→ THE DATA:
........

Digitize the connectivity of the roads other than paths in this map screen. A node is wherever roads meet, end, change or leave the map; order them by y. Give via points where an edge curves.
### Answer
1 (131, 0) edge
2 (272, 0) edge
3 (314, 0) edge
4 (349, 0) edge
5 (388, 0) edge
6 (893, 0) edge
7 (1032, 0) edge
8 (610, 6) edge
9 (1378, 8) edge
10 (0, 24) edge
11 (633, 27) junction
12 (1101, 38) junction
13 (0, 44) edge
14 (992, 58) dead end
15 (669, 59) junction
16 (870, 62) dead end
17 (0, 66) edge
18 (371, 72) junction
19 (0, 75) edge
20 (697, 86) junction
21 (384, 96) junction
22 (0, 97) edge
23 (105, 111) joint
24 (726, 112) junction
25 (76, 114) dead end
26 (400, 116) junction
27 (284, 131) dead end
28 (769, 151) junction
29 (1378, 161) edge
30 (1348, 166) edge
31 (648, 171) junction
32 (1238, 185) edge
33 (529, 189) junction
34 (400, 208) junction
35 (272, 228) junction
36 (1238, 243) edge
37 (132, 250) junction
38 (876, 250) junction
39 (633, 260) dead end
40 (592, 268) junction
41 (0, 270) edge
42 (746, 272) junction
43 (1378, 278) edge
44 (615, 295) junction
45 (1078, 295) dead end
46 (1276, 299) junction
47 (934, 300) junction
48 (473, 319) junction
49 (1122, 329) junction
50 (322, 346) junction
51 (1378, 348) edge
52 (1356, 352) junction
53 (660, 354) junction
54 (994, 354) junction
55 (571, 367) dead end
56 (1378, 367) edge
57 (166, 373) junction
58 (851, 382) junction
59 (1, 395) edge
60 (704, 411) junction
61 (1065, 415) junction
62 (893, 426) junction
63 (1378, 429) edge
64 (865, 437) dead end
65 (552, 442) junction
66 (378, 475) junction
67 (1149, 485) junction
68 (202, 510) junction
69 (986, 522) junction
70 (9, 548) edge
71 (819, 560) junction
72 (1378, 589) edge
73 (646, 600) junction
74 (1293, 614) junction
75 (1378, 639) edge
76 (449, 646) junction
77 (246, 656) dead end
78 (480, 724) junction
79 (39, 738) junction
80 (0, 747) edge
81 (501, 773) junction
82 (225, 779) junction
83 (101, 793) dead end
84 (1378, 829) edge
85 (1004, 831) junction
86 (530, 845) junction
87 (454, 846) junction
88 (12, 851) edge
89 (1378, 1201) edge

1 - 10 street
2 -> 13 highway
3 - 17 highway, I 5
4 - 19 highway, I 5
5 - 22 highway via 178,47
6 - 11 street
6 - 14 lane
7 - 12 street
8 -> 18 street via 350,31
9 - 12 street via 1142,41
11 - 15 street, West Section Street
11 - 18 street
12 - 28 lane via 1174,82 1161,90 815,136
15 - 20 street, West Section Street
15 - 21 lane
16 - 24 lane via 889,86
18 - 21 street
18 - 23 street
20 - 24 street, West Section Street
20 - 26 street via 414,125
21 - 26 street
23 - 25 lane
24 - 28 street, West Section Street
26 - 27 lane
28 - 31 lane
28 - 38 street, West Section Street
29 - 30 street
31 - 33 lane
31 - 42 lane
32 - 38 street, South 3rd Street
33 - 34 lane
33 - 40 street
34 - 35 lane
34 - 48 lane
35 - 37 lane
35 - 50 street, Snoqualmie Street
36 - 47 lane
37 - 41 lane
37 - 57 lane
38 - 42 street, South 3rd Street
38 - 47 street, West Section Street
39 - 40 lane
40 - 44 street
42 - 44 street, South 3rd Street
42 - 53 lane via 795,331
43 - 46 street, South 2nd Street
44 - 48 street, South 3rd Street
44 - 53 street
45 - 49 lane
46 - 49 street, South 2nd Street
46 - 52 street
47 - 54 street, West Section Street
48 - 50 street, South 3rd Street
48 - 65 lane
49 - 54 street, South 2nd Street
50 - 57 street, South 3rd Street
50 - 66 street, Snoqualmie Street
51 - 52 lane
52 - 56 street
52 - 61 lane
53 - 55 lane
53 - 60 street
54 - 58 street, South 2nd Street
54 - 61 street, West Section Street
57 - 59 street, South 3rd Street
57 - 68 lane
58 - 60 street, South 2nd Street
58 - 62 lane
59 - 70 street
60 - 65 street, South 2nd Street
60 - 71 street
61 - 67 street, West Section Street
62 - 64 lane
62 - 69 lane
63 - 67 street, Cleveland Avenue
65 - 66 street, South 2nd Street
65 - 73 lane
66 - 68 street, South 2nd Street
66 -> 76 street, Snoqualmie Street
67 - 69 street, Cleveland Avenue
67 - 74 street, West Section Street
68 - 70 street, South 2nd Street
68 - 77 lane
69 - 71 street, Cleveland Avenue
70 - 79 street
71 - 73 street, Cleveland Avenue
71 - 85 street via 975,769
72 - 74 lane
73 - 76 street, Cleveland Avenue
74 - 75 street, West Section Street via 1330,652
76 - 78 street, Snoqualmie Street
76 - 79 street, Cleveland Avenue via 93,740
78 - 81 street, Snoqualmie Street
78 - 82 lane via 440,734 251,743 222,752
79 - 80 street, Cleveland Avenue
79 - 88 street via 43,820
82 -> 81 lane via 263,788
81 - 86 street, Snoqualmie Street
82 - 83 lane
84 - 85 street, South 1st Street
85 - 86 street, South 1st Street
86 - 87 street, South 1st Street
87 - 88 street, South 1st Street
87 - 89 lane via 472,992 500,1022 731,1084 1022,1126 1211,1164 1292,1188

........

→ WORK INSTRUCTIONS: Across the records above, tally the lines that contain "West" and give the result as a number alone.

→ OUTPUT OF THE EXERCISE: 11